Qualche tempo dopo, Lucia si svegliò in preda a una nausea mai provata prima. Eravamo felici e spaesati, dopo tanti tentativi andati a vuoto negli anni passati avevamo smesso di credere che fosse possibile ma quella mattina, non saprei dire perché, capimmo subito che la nostra vita stava per cambiare, che aspettavamo un figlio. Una volta confermato, cominciammo a prepararci all’idea. La casa andava sistemata, su questo non c’erano dubbi. La guardavamo, ora, con occhi diversi. Ecco che là dove, un tempo, c’era un semplice tavolino di vetro adesso vedevamo una minaccia di morte per la nostra discendenza, per la prima volta ci rimproveravamo a vicenda cose come l’eccessiva altezza dei gradini delle scale. Ma per la maggior parte del tempo non facevamo che festeggiare l’imminente nuovo arrivo con acquisti sconsiderati. Comprammo un’amaca e l’appendemmo in giardino, tra i nostri due faggi. Lucia vi si appollaiò dentro, vi si dondolò felice, e da quel momento in poi, rientrando in casa, sapevo che l’avrei trovata lì ad aspettarmi.
Un giorno, era ormai incinta di quasi quattro mesi, mentre si dondolava immersa nella lettura di Grandi speranze aveva udito un fievole miagolio. Si era guardata intorno in cerca di un gattino ma non ne aveva visto nessuno. Che fosse più lontano? Un secondo miagolio, più forte, le aveva fatto escludere questa possibilità. Ma allora dov’era? Scesa dall’amaca, si stava chinando per guardarci sotto quando lo aveva udito di nuovo, ancora più nitido. Era vicino alla sua testa! Eppure c’erano soltanto l’amaca, i due faggi, il suo libro. Per un attimo le era venuto in mente che il miagolio provenisse dalla sua pancia. Aveva avuto un brivido, poi aveva deciso di entrare in casa e farsi un tè.
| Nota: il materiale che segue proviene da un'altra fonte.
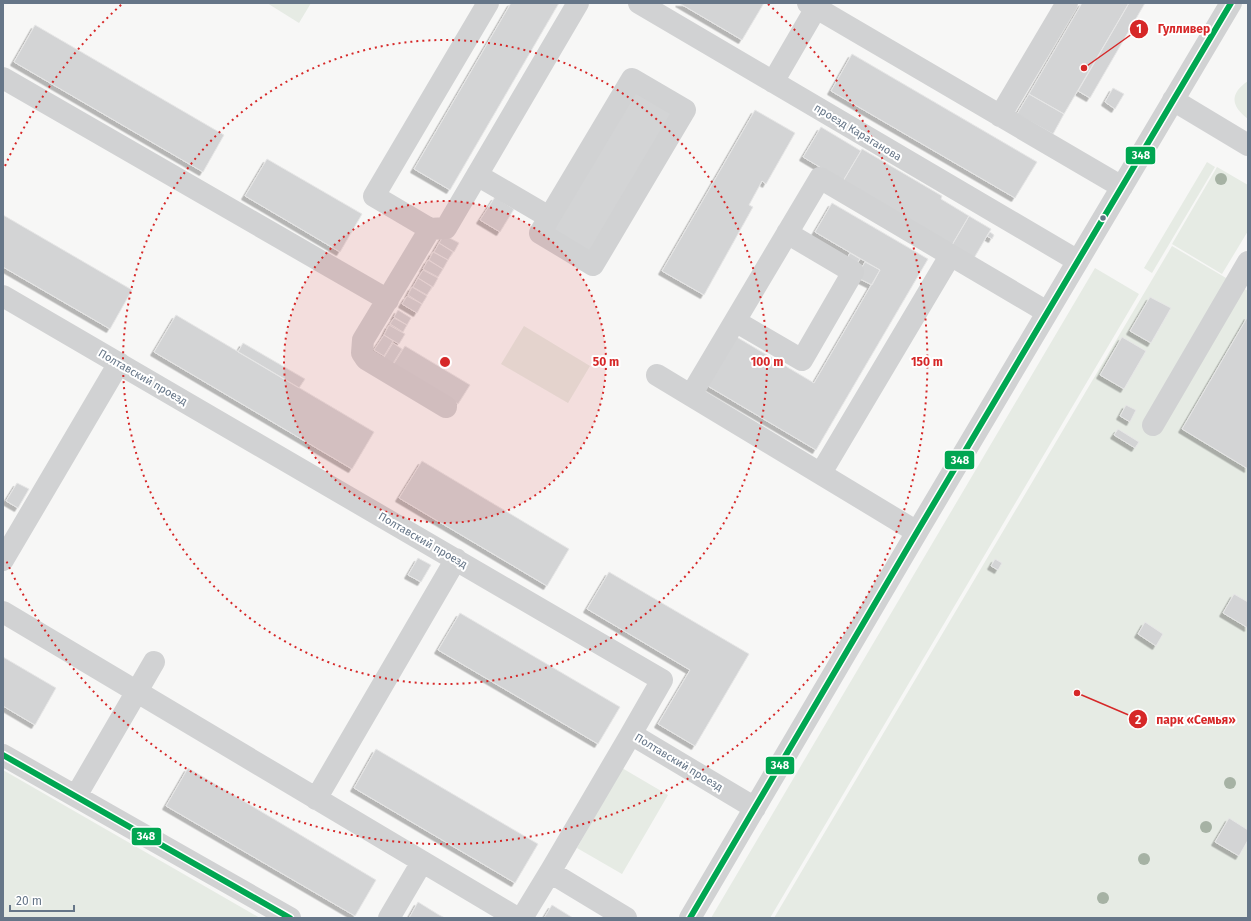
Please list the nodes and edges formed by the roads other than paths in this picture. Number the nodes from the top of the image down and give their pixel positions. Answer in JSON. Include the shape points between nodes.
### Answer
{"nodes":[{"id":1,"x":488,"y":3,"type":"edge"},
{"id":2,"x":578,"y":3,"type":"edge"},
{"id":3,"x":639,"y":3,"type":"edge"},
{"id":4,"x":1067,"y":3,"type":"edge"},
{"id":5,"x":1231,"y":3,"type":"edge"},
{"id":6,"x":812,"y":5,"type":"edge"},
{"id":7,"x":3,"y":78,"type":"edge"},
{"id":8,"x":773,"y":82,"type":"junction"},
{"id":9,"x":1173,"y":100,"type":"junction"},
{"id":10,"x":1000,"y":116,"type":"junction"},
{"id":11,"x":1248,"y":146,"type":"edge"},
{"id":12,"x":477,"y":175,"type":"junction"},
{"id":13,"x":1122,"y":187,"type":"junction"},
{"id":14,"x":549,"y":217,"type":"junction"},
{"id":15,"x":430,"y":229,"type":"junction"},
{"id":16,"x":787,"y":233,"type":"junction"},
{"id":17,"x":950,"y":256,"type":"junction"},
{"id":18,"x":1078,"y":261,"type":"junction"},
{"id":19,"x":1248,"y":262,"type":"edge"},
{"id":20,"x":3,"y":296,"type":"edge"},
{"id":21,"x":388,"y":300,"type":"junction"},
{"id":22,"x":1047,"y":312,"type":"junction"},
{"id":23,"x":735,"y":321,"type":"junction"},
{"id":24,"x":119,"y":363,"type":"junction"},
{"id":25,"x":657,"y":375,"type":"dead end"},
{"id":26,"x":691,"y":395,"type":"junction"},
{"id":27,"x":446,"y":407,"type":"dead end"},
{"id":28,"x":1153,"y":425,"type":"dead end"},
{"id":29,"x":821,"y":473,"type":"junction"},
{"id":30,"x":917,"y":532,"type":"junction"},
{"id":31,"x":456,"y":559,"type":"junction"},
{"id":32,"x":3,"y":560,"type":"edge"},
{"id":33,"x":3,"y":612,"type":"edge"},
{"id":34,"x":154,"y":662,"type":"dead end"},
{"id":35,"x":137,"y":692,"type":"junction"},
{"id":36,"x":630,"y":734,"type":"junction"},
{"id":37,"x":3,"y":755,"type":"edge"},
{"id":38,"x":76,"y":796,"type":"junction"},
{"id":39,"x":316,"y":799,"type":"junction"},
{"id":40,"x":755,"y":808,"type":"junction"},
{"id":41,"x":422,"y":862,"type":"junction"},
{"id":42,"x":550,"y":872,"type":"junction"},
{"id":43,"x":290,"y":918,"type":"edge"},
{"id":44,"x":389,"y":918,"type":"edge"},
{"id":45,"x":517,"y":918,"type":"edge"},
{"id":46,"x":522,"y":918,"type":"edge"},
{"id":47,"x":626,"y":918,"type":"edge"},
{"id":48,"x":690,"y":918,"type":"edge"}],
"edges":[{"from":1,"to":15,"type":"street","via":[[374,196]]},
{"from":2,"to":12,"type":"street"},
{"from":3,"to":8,"type":"street","name":"проезд Караганова"},
{"from":4,"to":10,"type":"street"},
{"from":5,"to":9,"type":"street"},
{"from":6,"to":8,"type":"street"},
{"from":6,"to":10,"type":"street"},
{"from":7,"to":21,"type":"street"},
{"from":8,"to":18,"type":"street","name":"проезд Караганова"},
{"from":9,"to":11,"type":"street"},
{"from":9,"to":13,"type":"street"},
{"from":10,"to":13,"type":"street"},
{"from":12,"to":14,"type":"street"},
{"from":12,"to":15,"type":"street","via":[[446,228]]},
{"from":13,"to":18,"type":"street"},
{"from":14,"to":14,"type":"street","via":[[632,78],[685,110],[593,265],[540,233]]},
{"from":15,"to":21,"type":"street"},
{"from":16,"to":17,"type":"street","via":[[820,178]]},
{"from":16,"to":23,"type":"street"},
{"from":16,"to":23,"type":"street","via":[[853,272],[802,360]]},
{"from":17,"to":22,"type":"street"},
{"from":17,"to":29,"type":"street"},
{"from":18,"to":22,"type":"street"},
{"from":19,"to":28,"type":"street"},
{"from":20,"to":24,"type":"street","name":"Полтавский проезд"},
{"from":21,"to":27,"type":"street","via":[[363,340],[362,353],[366,359]]},
{"from":22,"to":30,"type":"street"},
{"from":23,"to":26,"type":"street"},
{"from":24,"to":31,"type":"street","name":"Полтавский проезд"},
{"from":24,"to":32,"type":"street"},
{"from":25,"to":26,"type":"street"},
{"from":26,"to":29,"type":"street"},
{"from":29,"to":30,"type":"street"},
{"from":30,"to":40,"type":"street"},
{"from":31,"to":36,"type":"street","name":"Полтавский проезд","via":[[662,680]]},
{"from":31,"to":39,"type":"street"},
{"from":33,"to":35,"type":"street"},
{"from":34,"to":35,"type":"street"},
{"from":35,"to":38,"type":"street"},
{"from":35,"to":39,"type":"street"},
{"from":36,"to":40,"type":"street","name":"Полтавский проезд"},
{"from":36,"to":42,"type":"street"},
{"from":37,"to":38,"type":"street"},
{"from":38,"to":43,"type":"street"},
{"from":39,"to":41,"type":"street"},
{"from":40,"to":48,"type":"street"},
{"from":41,"to":44,"type":"street"},
{"from":41,"to":45,"type":"street"},
{"from":42,"to":46,"type":"street"},
{"from":42,"to":47,"type":"street"}]}
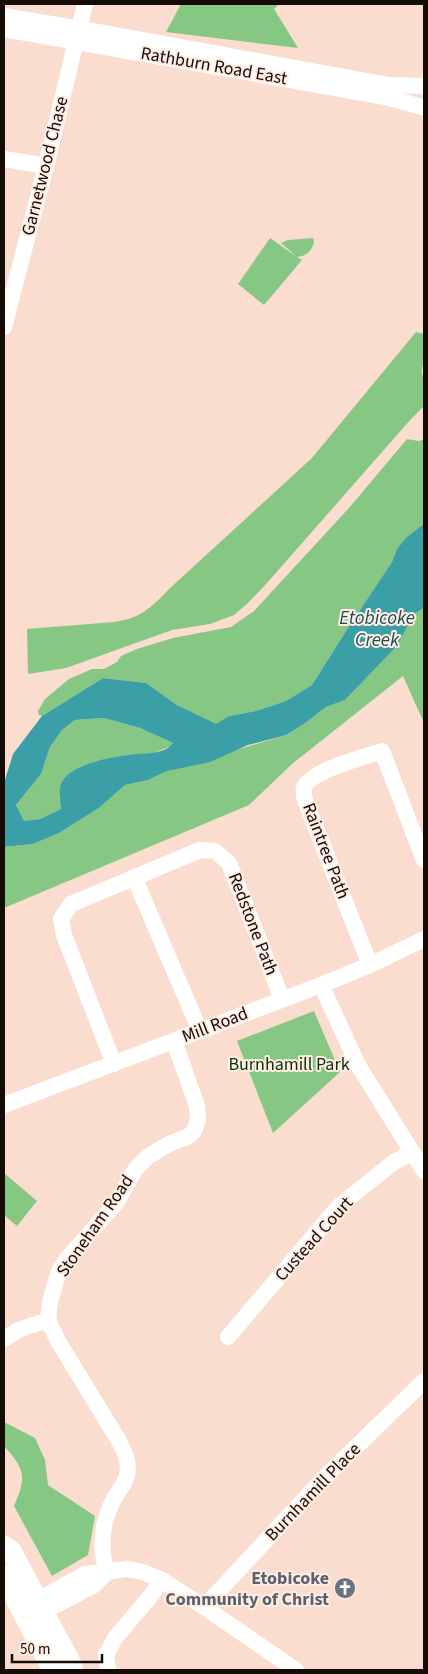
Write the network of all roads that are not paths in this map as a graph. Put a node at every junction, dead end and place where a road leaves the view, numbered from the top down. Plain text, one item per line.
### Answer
1 (85, 4) edge
2 (4, 16) edge
3 (4, 29) edge
4 (77, 35) junction
5 (424, 86) edge
6 (424, 107) edge
7 (4, 159) edge
8 (46, 166) junction
9 (4, 327) edge
10 (424, 860) edge
11 (134, 877) junction
12 (424, 939) edge
13 (370, 965) junction
14 (321, 985) junction
15 (282, 999) junction
16 (200, 1031) junction
17 (174, 1041) junction
18 (114, 1064) junction
19 (4, 1105) edge
20 (412, 1153) junction
21 (424, 1171) edge
22 (48, 1320) junction
23 (228, 1337) dead end
24 (4, 1339) edge
25 (424, 1381) edge
26 (4, 1546) edge
27 (107, 1572) junction
28 (4, 1576) edge
29 (162, 1580) junction
30 (204, 1607) junction
31 (32, 1610) junction
32 (53, 1670) edge
33 (71, 1670) edge
34 (108, 1670) edge
35 (296, 1670) edge

1 - 4 street, Garnetwood Chase
2 - 4 street, Rathburn Road East
3 - 4 street, Rathburn Road East
4 - 5 street, Rathburn Road East
4 - 6 street, Rathburn Road East
4 - 8 street, Garnetwood Chase
7 - 8 street
8 - 9 street, Garnetwood Chase
10 - 13 street, Raintree Path
11 - 15 street, Redstone Path
11 - 16 street
11 - 18 street, Redstone Path
12 - 13 street, Mill Road
13 - 14 street, Mill Road
14 - 15 street, Mill Road
14 - 20 street
15 - 16 street, Mill Road
16 - 17 street, Mill Road
17 - 18 street, Mill Road
17 - 22 street, Stoneham Road
18 - 19 street, Mill Road
20 - 21 street
20 - 23 street, Custead Court
22 - 24 street
22 - 27 street
25 - 30 street, Burnhamill Place
26 - 31 main road
27 - 29 street
27 - 31 street
28 - 31 main road
29 - 30 street
29 - 34 street
30 - 35 street
31 - 32 main road
31 - 33 main road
Fu solo quando al parto mancavano ormai pochi giorni che vennero a trovarci. Carlo e Angela erano una coppia sulla sessantina, lui magrolino, lei rotondetta. Suonarono il campanello una domenica pomeriggio, senza addurre un motivo specifico per la visita, e nessuno di noi due riuscì a inventare una scusa per non farli entrare. Amavano scherzare, fare una battuta e poi riderne, riderne molto. Fu solo dopo un paio d’ore e un’abbondante merenda che lei tirò fuori un pacchetto dalla borsa. Era un regalo per noi. Lucia lo scartò subito. Dentro c’era un collarino per gatti, con una medaglietta che poteva essere personalizzata con un’incisione. Per qualche istante nessuno parlò, poi Lucia fece presente che noi non avevamo gatti. Carlo e Angela sorrisero entrambi, con dolcezza, e si congedarono da noi con una certa fretta. Una volta che se ne furono andati, ridemmo a lungo di quel pomeriggio, del collare, dei due strani personaggi che avevamo appena acquisito come vicini. La complicità tra noi fu enorme, in quei momenti. Non feci menzione del fatto che avevo già letto i loro nomi mesi addietro, su quel biglietto che accompagnava le polpette.
Le doglie arrivarono in una fresca notte di giugno. Ci trovarono sereni: tutta la gravidanza era andata avanti senza intoppi. La valigia era già pronta e mi preparavo a portare Lucia in ospedale, il tempo di fare pipì, disse lei, e saremmo partiti. Andò in bagno lasciando la porta accostata. Dopo qualche minuto, non vedendola tornare, mi avvicinai e con cautela l’aprii. Lucia era sdraiata sul tappetino del bagno e sorrideva osservando i quattro gattini grigi che si azzuffavano, attaccandosi a turno al suo seno.